Consultation sans représentation
20 février 2013 - Image par Camille Chabrol
Les étudiants de McGill continuent de bouder les consultations sur l'encadrement des manifstations

Une vingtaine de personnes se sont rassemblées le mercredi 20 février afin de discuter du nouvel énoncé de valeurs sur la liberté d’expression, et la tenue d’assemblées pacifiques et des procédures opérationnelles qui l’accompagnent. Bien que l’exercice, proposé par l’administration, se voulait une façon de prendre le pouls de la communauté mcgilloise, seulement une vingtaine d’étudiants ont participé à la discussion, dont un seul se définissant non-affilié à la politique universitaire. Près de la moitié des personnes présentes étaient des représentants de l’administration.

Un brouillon des deux documents à été remis aux participants et deux tables d’une dizaine de personnes se sont formées afin d’entamer des discussions. La rencontre se divisait en trois temps: d’abord, une discussion sur l’énoncé de valeurs, ensuite, les procédures opérationnelles et, finalement, les participants se sont consultés pour savoir s’il devrait y avoir des limitations à la liberté de manifester et, si oui, lesquelles.

Dans un premier temps, la discussion a surtout tourné autour des circonstances dans lesquelles il était légitime de faire appel aux forces policières sur le campus. Andre Costopoulos, doyen à la vie étudiante, a expliqué aux participants rassemblés autour de la première table que l’énoncé se voulait le «meilleur estimé des circonstances dans lesquelles il est nécessaire d’y avoir recours».

Les débats ont par la suite porté sur la délimitation du seuil de tolérance. Pour plusieurs des personnes présentes, le seuil était pour le moment beaucoup trop bas et demandait révision. Dans un même ordre d’idée, une étudiante a demandé à ce que l’administration fasse une distinction entre la violence et l’interruption des activités sur le campus, soutenant que la première situation devrait être encadrée, mais pas la seconde.

D’autres critiques ont dénoncé le manque de référence à la personne qui sera en charge de faire appel au corps policier. Il y a aussi eu beaucoup de discussions quant à savoir si les étudiants se verront donner un avertissement avant que les conséquences ne s’appliquent, et quelles seront en effet les dites conséquences. Le document ne semble pas pour le moment faire état de ces deux préoccupations.

La consultation s’est ensuite penchée sur les opérations procédurales reliées à l’application de l’énoncé de principe. Alors qu’un étudiant a proposé un changement de nom, argumentant que le présent titre rendait le document «repoussant», Robin Reid-Fraser, vice-présidente aux affaires externes de l’Association Étudiante de l’Université McGill (AÉUM), a, quant à elle, remis en question la nécessité de posséder un tel document.
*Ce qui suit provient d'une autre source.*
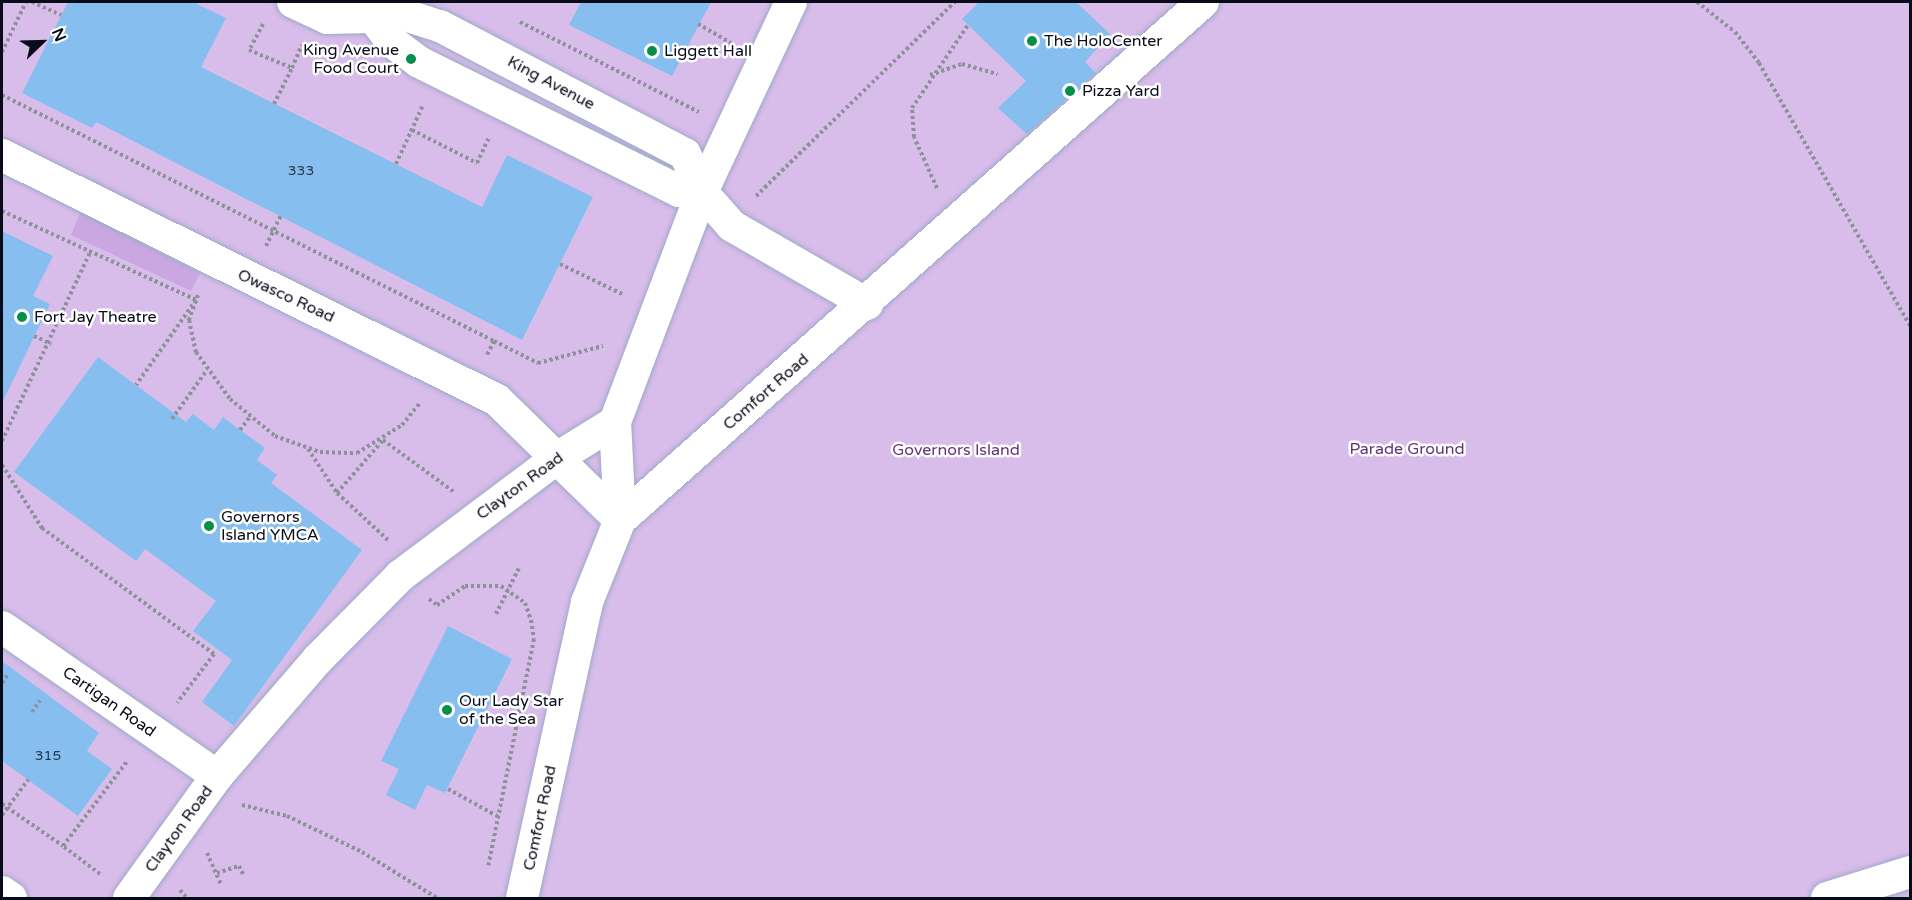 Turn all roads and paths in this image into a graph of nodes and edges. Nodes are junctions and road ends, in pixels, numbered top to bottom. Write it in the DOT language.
graph roads {
  1 [pos="26,2"];
  2 [pos="32,2"];
  3 [pos="791,2"];
  4 [pos="955,2"];
  5 [pos="1203,2"];
  6 [pos="1697,2"];
  7 [pos="293,9"];
  8 [pos="368,9"];
  9 [pos="61,15"];
  10 [pos="510,17"];
  11 [pos="968,25"];
  12 [pos="2,52"];
  13 [pos="292,68"];
  14 [pos="437,71"];
  15 [pos="998,74"];
  16 [pos="929,76"];
  17 [pos="2,95"];
  18 [pos="274,104"];
  19 [pos="504,104"];
  20 [pos="705,115"];
  21 [pos="412,130"];
  22 [pos="2,155"];
  23 [pos="396,164"];
  24 [pos="702,192"];
  25 [pos="2,211"];
  26 [pos="964,218"];
  27 [pos="732,226"];
  28 [pos="90,252"];
  29 [pos="214,262"];
  30 [pos="560,264"];
  31 [pos="196,300"];
  32 [pos="867,304"];
  33 [pos="656,324"];
  34 [pos="1911,326"];
  35 [pos="34,336"];
  36 [pos="494,341"];
  37 [pos="51,344"];
  38 [pos="438,368"];
  39 [pos="207,370"];
  40 [pos="136,385"];
  41 [pos="471,386"];
  42 [pos="172,418"];
  43 [pos="249,418"];
  44 [pos="615,422"];
  45 [pos="240,430"];
  46 [pos="2,439"];
  47 [pos="383,440"];
  48 [pos="308,449"];
  49 [pos="557,458"];
  50 [pos="2,465"];
  51 [pos="337,493"];
  52 [pos="483,512"];
  53 [pos="620,520"];
  54 [pos="519,568"];
  55 [pos="407,571"];
  56 [pos="508,590"];
  57 [pos="496,614"];
  58 [pos="2,627"];
  59 [pos="152,732"];
  60 [pos="217,776"];
  61 [pos="28,780"];
  62 [pos="448,789"];
  63 [pos="2,804"];
  64 [pos="195,807"];
  65 [pos="7,808"];
  66 [pos="2,815"];
  67 [pos="497,816"];
  68 [pos="536,844"];
  69 [pos="63,846"];
  70 [pos="1911,872"];
  71 [pos="217,873"];
  72 [pos="244,876"];
  73 [pos="487,877"];
  74 [pos="2,892"];
  75 [pos="11,898"];
  76 [pos="130,898"];
  77 [pos="437,898"];
  78 [pos="522,898"];
  79 [pos="1827,898"];
  1 -- 12 [label="path"];
  2 -- 9 [label="path"];
  3 -- 24 [label="street"];
  4 -- 27 [label="path"];
  5 -- 26 [label="street, Comfort Road"];
  6 -- 34 [label="path"];
  7 -- 8 [label="street, King Avenue"];
  7 -- 13 [label="path"];
  7 -- 13 [label="path"];
  8 -- 14 [label="street"];
  8 -- 24 [label="street, King Avenue"];
  10 -- 20 [label="path"];
  11 -- 16 [label="path"];
  13 -- 18 [label="path"];
  14 -- 19 [label="street"];
  14 -- 21 [label="path"];
  15 -- 16 [label="path"];
  16 -- 26 [label="path"];
  17 -- 36 [label="path"];
  19 -- 21 [label="path"];
  19 -- 24 [label="street"];
  21 -- 23 [label="path"];
  22 -- 29 [label="street, Owasco Road"];
  24 -- 27 [label="street, King Avenue"];
  24 -- 33 [label="street"];
  25 -- 28 [label="path"];
  26 -- 32 [label="street, Comfort Road"];
  27 -- 32 [label="street, King Avenue"];
  28 -- 31 [label="path"];
  28 -- 37 [label="path"];
  29 -- 31 [label="path"];
  29 -- 38 [label="street, Owasco Road"];
  30 -- 33 [label="path"];
  31 -- 39 [label="path"];
  31 -- 40 [label="path"];
  32 -- 53 [label="street, Comfort Road"];
  33 -- 36 [label="path"];
  33 -- 44 [label="street"];
  35 -- 37 [label="path"];
  36 -- 41 [label="path"];
  37 -- 46 [label="path"];
  38 -- 41 [label="street, Owasco Road"];
  38 -- 47 [label="path"];
  39 -- 42 [label="path"];
  39 -- 43 [label="path"];
  41 -- 49 [label="street, Owasco Road"];
  43 -- 45 [label="path"];
  43 -- 48 [label="path"];
  44 -- 49 [label="street, Clayton Road"];
  44 -- 53 [label="street"];
  47 -- 48 [label="path"];
  47 -- 51 [label="path"];
  47 -- 52 [label="path"];
  48 -- 51 [label="path"];
  49 -- 52 [label="street, Clayton Road"];
  49 -- 53 [label="street, Owasco Road"];
  50 -- 59 [label="path"];
  51 -- 55 [label="path"];
  52 -- 55 [label="street, Clayton Road"];
  53 -- 68 [label="street, Comfort Road"];
  54 -- 56 [label="path"];
  55 -- 56 [label="path"];
  55 -- 60 [label="street, Clayton Road"];
  56 -- 57 [label="path"];
  56 -- 67 [label="path"];
  58 -- 59 [label="street, Cartigan Road"];
  59 -- 60 [label="street, Cartigan Road"];
  59 -- 69 [label="path"];
  60 -- 64 [label="street, Clayton Road"];
  61 -- 65 [label="path"];
  62 -- 67 [label="path"];
  63 -- 65 [label="path"];
  64 -- 76 [label="street, Clayton Road"];
  64 -- 77 [label="path"];
  65 -- 66 [label="path"];
  65 -- 69 [label="path"];
  67 -- 68 [label="path"];
  67 -- 73 [label="path"];
  68 -- 78 [label="street, Comfort Road"];
  69 -- 76 [label="path"];
  70 -- 79 [label="street"];
  71 -- 72 [label="path"];
  74 -- 75 [label="street"];
}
McGill possède déjà un code de conduite régulant les comportements étudiants et elle ne voit pas la pertinence d’ajouter une seconde couche.

Morton Mendelson, député Prévost de l’Université McGill, a répondu que «le Code de conduite de l’étudiant est très général alors que [les procédures] que nous sommes en train de regarder encadrent un type de comportement particulier».

En dernier lieu, les participants ont débattu sur le besoin d’avoir des limitations au droit de manifester. Cette fois, les conversations ont surtout tourné autour de deux termes: l’intentionnalité et l’intensité. Bien que la majorité se soit entendue sur la nécessité d’établir certaines limites, aucun des deux groupes n’a atteint de consensus sur leurs définitions respectives.

Il s’en est donc suivi d’une discussion sur comment définir l’intentionnalité. Alors que l’administration y voyait une façon de contrôler l’intention d’interrompre les activités et de déranger, certains, tel que Jimmy Gutman, représentant de la Faculté des arts au sénat de McGill, y voyait plutôt un contrôle de l’intention qui pousse les manifestants à se rassembler. L’intensité a aussi fait l’objet de débats concernant la façon de définir l’intensité maximale qu’une manifestation pourrait atteindre sur le campus avant l’intervention des forces de l’ordre.

Au final, il en a été déduit qu’il était nécessaire de clarifier les deux termes. Les membres de l’administration qui étaient présents se sont engagés à les revoir pour les rendre plus concrètes.